In questo periodo mentre porto i miei figli al parco e mi diverto insieme a loro a sentir scricchiolare l’autunno sotto ai nostri stivaletti, non posso far a meno di pensare che una donna, come me, e dei bambini, come i miei figli, in un luogo che per loro è casa, stanno correndo e si stanno nascondendo a causa della guerra, e ciò che sentono è soltanto il rumore delle bombe. Un rumore che non so descrivere, perché non lo conosco, perché, a quanto pare, sono nata nella parte fortunata del mondo, la parte in cui in autunno a cadere e a essere schiacciate sono le foglie e non gli innocenti.
Penso ai miei figli quando vedo i volti di quei bambini spaesati, spaventati e feriti dalla guerra. E non so nemmeno descrivere dove va la testa quando vedo le immagini di quelle donne piegate sui corpi dei loro figli. Penso al dolore immane che si può provare a vivere in quella condizione. E mi si paralizza il cervello.
Eppure, c’è chi le sta vivendo queste guerre.
Questo sentire è devastante, soffro come essere umano e mi ci immedesimo come madre, quei bambini sono anche figli nostri, e non è una questione di fede, ma di umanità.

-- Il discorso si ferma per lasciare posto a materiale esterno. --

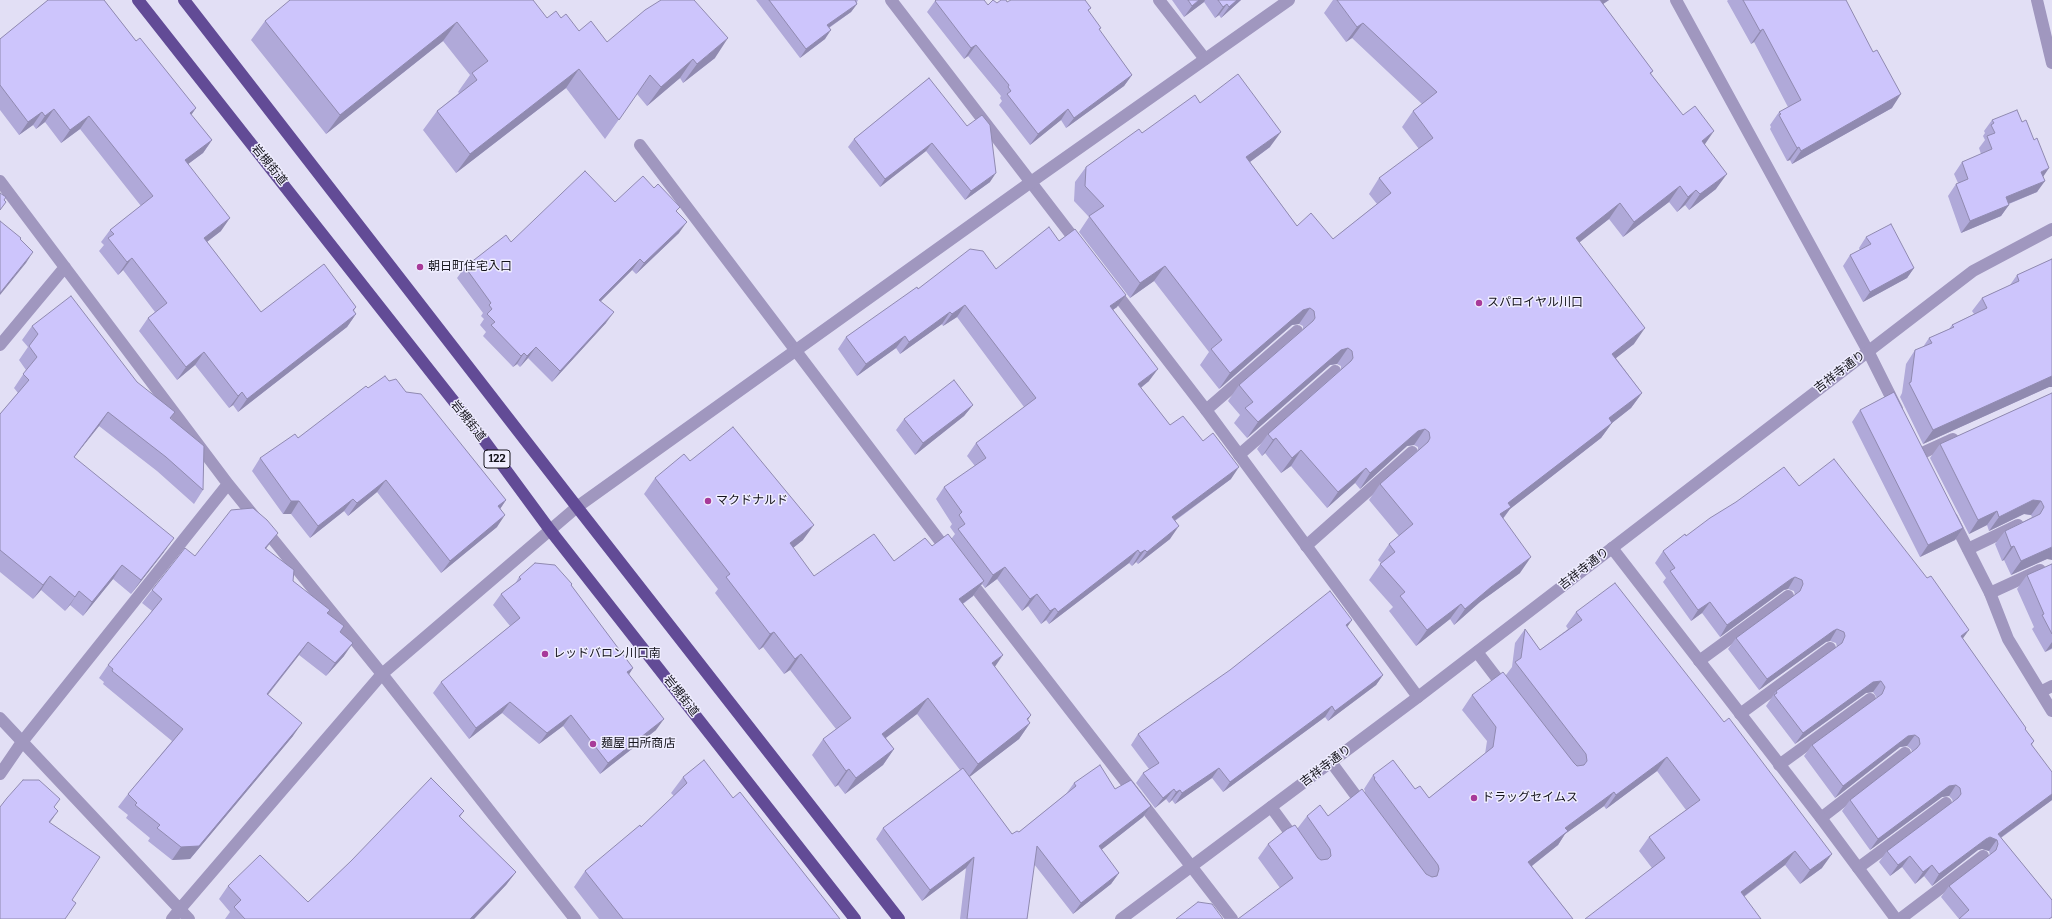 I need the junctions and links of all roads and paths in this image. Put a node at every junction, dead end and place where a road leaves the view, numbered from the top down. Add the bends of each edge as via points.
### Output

Le parole forti della scrittrice Amy Key
“L’idea che io abbia bisogno di un figlio mio per provare un dolore acuto per l’uccisione di bambini e neonati è incredibilmente offensiva. Non ho bisogno di avere bambini per sentirmi protettiva nei loro confronti, per voler stringere in un abbraccio piccoli che soffrono“.
Questo il concetto espresso dalla scrittrice e poetessa londinese Amy Key all’interno di un saggio condiviso su Substack (le cui opere Luxe e Isn’t forever sono state nominate libri dell’anno).
Un’affermazione condivisibile, perché il dolore è certamente di tutti, sarebbe disumano il contrario. E no, non serve essere genitori per provarlo, vi prego però di non ridurlo a una gara di empatia e di non ostinarci a mettere i puntini sulle i dove a mancare sono intere locuzioni.
Sento infatti di voler spezzare una lancia a favore di chi dice di soffrire questa condizione “come genitore”, credo che ciò non voglia offendere o togliere niente a nessuno, si tratta solo di un modo di percepire la questione, che non vuole di certo portare con sé discriminazione, ma esprimere un personale punto di vista.
Credo che tali parole diano voce a qualcosa che viene dalle viscere, a una sorta di inevitabile immedesimazione che si prova osservando madri e figli, come noi, in quelle atroci condizioni. Non ci dev’essere per forza un sentire giusto e uno sbagliato, e forse proprio il fatto di sottolinearlo e di definirlo offensivo può generare un ulteriore e inutile punto di separazione di cui non abbiamo alcuna necessità.
Il filo sottile che unisce le madri
Quando diventi madre, che tu lo voglia o no, un filo sottile ti lega anche a tutte le altre. Improvvisamente ti pare di comprendere i gesti e di intuire i pensieri delle altre madri. Sarà per questo che, quando ci si incrocia per strada con le carrozzine, pur non conoscendosi, tendiamo a scambiarci un timido sorriso o uno sguardo d’intesa. In qualche modo ci sentiamo legate.
Legate dall’essere genitori in generale e da quel turbinio di sentimenti e responsabilità che ci portiamo addosso. Quindi sì, da questo punto di vista mi sento legata a quelle donne come madre, non posso negarlo. Ma soffro per quei bambini come qualunque altro essere umano, senza bisogno di etichette.
Difendere gli innocenti
Così come l’avvio di una guerra è un fallimento collettivo, la difesa degli innocenti dovrebbe essere un dovere collettivo privo di barrire geografiche e culturali. Gli indifesi che muoiono in queste guerre siamo noi. Voltarsi dall’altra parte è come dare le spalle ai nostri figli, fratelli, sorelle e amici. Questo sì che è offensivo, questo sì che dovrebbe cambiare. Parlarne oggi non cambierà il mondo, ma è meglio che tacere.